Learn to Build the Front End

At the heart of the front end is HTML and CSS. These two technologies describe what a web page looks like. A typical full-stack developer needs to be highly skilled in HTML. As for CSS, the more you know the better, but you can get away with not being an expert in it. Learn the basics while saving your neurons for mastering JavaScript and TypeScript. Most full-stack teams have designers who are experts in CSS and can take care of the hard parts.

The best place to learn HTML and CSS is back to the MDN mentioned earlier; go here for HTML and here for CSS. When you build your front-end application, you’ll use your JavaScript (or TypeScript) skills to write code for the browser. Before you can take that step, though, you’ll need to learn how to use a framework.

Front-End Frameworks

The browser was originally created to primarily display web pages. But over time, browsers have evolved to run entire apps written in JavaScript. However, the whole way the browser displays and manipulates the user interface is strange and somewhat difficult to program with. You can do it with just JavaScript, but life becomes much easier if you use a front-end framework.

Currently the two most commonly used ones are Angular and React; you will need to pick one and learn it. Ideally, you’ll want to become highly skilled with just one, and spend a little time becoming familiar with the other.

Pro tip: Don’t try to master both Angular and React unless you want to be primarily a front-end developer. As a full-stack developer, you need to learn lots of different technologies; senior developers and managers interviewing you would be very skeptical if you claim to be a full stack developer who is an expert JavaScript/TypeScript programmer as well as an expert in both React and Angular.

Completing the Picture

In addition to learning how to code the back end, front end, and manipulate databases, you’ll need to learn a few additional technologies to complete your resume. These include:

  • Learn git and GitHub, as mentioned earlier. This is an absolute requirement for any development job today. Learn how to create branches, commit code, push branches to GitHub, and how to merge branches using pull requests. (There’s a whole lot more you can learn with git, but this covers the majority of what you’ll need to know.) Also, make sure you know how to use the command-line version of git, not just the git tools built into VS Code, which is mentioned next.
  • Learn to use an IDE. Right now, the most popular IDE for JavaScript development is Visual Studio Code, usually shortened to VS Code. (This is not the same as Visual Studio.

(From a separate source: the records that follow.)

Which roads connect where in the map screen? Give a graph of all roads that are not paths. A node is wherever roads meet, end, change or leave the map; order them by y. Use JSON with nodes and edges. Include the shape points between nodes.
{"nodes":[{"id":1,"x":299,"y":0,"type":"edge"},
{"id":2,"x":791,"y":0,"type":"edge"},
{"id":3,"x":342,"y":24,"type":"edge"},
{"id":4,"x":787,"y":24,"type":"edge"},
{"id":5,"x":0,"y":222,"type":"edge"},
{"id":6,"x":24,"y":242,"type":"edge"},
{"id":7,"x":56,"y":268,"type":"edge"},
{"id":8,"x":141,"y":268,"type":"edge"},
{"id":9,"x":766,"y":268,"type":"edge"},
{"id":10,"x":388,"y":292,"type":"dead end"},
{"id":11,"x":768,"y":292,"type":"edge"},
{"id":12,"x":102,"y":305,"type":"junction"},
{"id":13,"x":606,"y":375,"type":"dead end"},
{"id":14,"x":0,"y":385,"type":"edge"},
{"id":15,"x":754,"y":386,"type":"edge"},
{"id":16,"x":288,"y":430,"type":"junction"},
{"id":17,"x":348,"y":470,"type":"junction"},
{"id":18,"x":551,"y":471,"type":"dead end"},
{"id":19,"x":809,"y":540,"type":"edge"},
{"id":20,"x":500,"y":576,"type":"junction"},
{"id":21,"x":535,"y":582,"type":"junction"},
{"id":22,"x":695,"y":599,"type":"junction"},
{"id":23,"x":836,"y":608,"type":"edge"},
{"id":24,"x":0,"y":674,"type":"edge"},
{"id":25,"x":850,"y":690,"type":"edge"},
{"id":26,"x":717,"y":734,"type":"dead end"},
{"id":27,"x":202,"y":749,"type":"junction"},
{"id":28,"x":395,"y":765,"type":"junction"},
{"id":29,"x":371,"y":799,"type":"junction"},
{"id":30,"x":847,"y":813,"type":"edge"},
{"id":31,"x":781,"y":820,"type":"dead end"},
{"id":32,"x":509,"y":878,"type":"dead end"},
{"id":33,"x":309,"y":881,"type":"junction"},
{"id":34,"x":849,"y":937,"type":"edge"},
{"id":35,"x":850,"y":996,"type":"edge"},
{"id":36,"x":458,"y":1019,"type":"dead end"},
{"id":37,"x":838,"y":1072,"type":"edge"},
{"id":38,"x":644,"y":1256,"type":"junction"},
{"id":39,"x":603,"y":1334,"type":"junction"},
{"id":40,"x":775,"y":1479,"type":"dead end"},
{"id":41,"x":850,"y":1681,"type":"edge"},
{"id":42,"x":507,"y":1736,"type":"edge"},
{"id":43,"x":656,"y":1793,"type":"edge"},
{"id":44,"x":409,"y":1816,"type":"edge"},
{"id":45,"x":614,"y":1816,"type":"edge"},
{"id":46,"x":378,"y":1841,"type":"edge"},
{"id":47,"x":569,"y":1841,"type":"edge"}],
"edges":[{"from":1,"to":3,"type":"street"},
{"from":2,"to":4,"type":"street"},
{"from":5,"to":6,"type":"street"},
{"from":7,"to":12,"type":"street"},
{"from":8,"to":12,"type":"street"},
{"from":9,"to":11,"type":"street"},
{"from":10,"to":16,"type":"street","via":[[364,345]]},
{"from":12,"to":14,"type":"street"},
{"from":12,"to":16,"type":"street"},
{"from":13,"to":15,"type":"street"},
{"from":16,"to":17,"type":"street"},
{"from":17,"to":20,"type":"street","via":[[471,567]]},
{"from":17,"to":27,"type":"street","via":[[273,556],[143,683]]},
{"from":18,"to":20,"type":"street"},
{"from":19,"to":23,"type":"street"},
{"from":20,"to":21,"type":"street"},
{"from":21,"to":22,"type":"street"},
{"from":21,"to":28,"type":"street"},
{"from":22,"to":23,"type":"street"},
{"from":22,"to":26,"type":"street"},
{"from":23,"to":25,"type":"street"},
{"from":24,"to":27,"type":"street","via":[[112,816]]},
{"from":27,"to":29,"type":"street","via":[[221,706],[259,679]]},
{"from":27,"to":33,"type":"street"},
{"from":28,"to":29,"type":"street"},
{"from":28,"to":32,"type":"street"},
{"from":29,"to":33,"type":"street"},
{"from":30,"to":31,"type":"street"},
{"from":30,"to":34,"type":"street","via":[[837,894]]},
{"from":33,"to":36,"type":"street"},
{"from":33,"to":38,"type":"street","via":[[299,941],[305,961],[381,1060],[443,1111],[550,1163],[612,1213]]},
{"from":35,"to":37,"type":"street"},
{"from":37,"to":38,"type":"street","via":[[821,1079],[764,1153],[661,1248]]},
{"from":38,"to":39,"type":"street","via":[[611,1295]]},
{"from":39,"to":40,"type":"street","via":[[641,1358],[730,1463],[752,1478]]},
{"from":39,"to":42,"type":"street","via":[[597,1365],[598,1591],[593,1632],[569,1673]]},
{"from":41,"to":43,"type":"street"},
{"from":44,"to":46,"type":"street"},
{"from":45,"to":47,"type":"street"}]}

Microsoft created a new IDE a few years ago and named it after its existing flagship IDE. While you can use the full Visual Studio to do node.js development, you most likely won’t be using it in the field. Learn VS Code instead.)
  • Learn Docker. Most applications today are deployed in what are called containers, which are essentially very small virtual machines. Docker is a system for such containers. You will want to learn how to create images and containers and how to run your back-end code in containers.
  • Learn AWS or Azure or Google Cloud. Pick one of the big three and become familiar with deploying apps. All three of these cloud platforms are utterly massive, and it’s easy to get overwhelmed learning them. Don’t try to learn everything; focus on learning how to deploy apps, databases, and containers.


A full-stack JavaScript developer needs to know a lot of technologies. Don’t try to learn it all at once. Take it slowly. And as you’re studying and practicing, consider specializing. For example, you might find you really enjoy working on the front end, but not so much on databases. If this happens, definitely focus your efforts on what you enjoy and master tools and languages such as CSS, Angular, and React. The popularity of JavaScript ensures there’s likely a market for your skills, no matter what you choose to focus on—the goal is to just get good at it.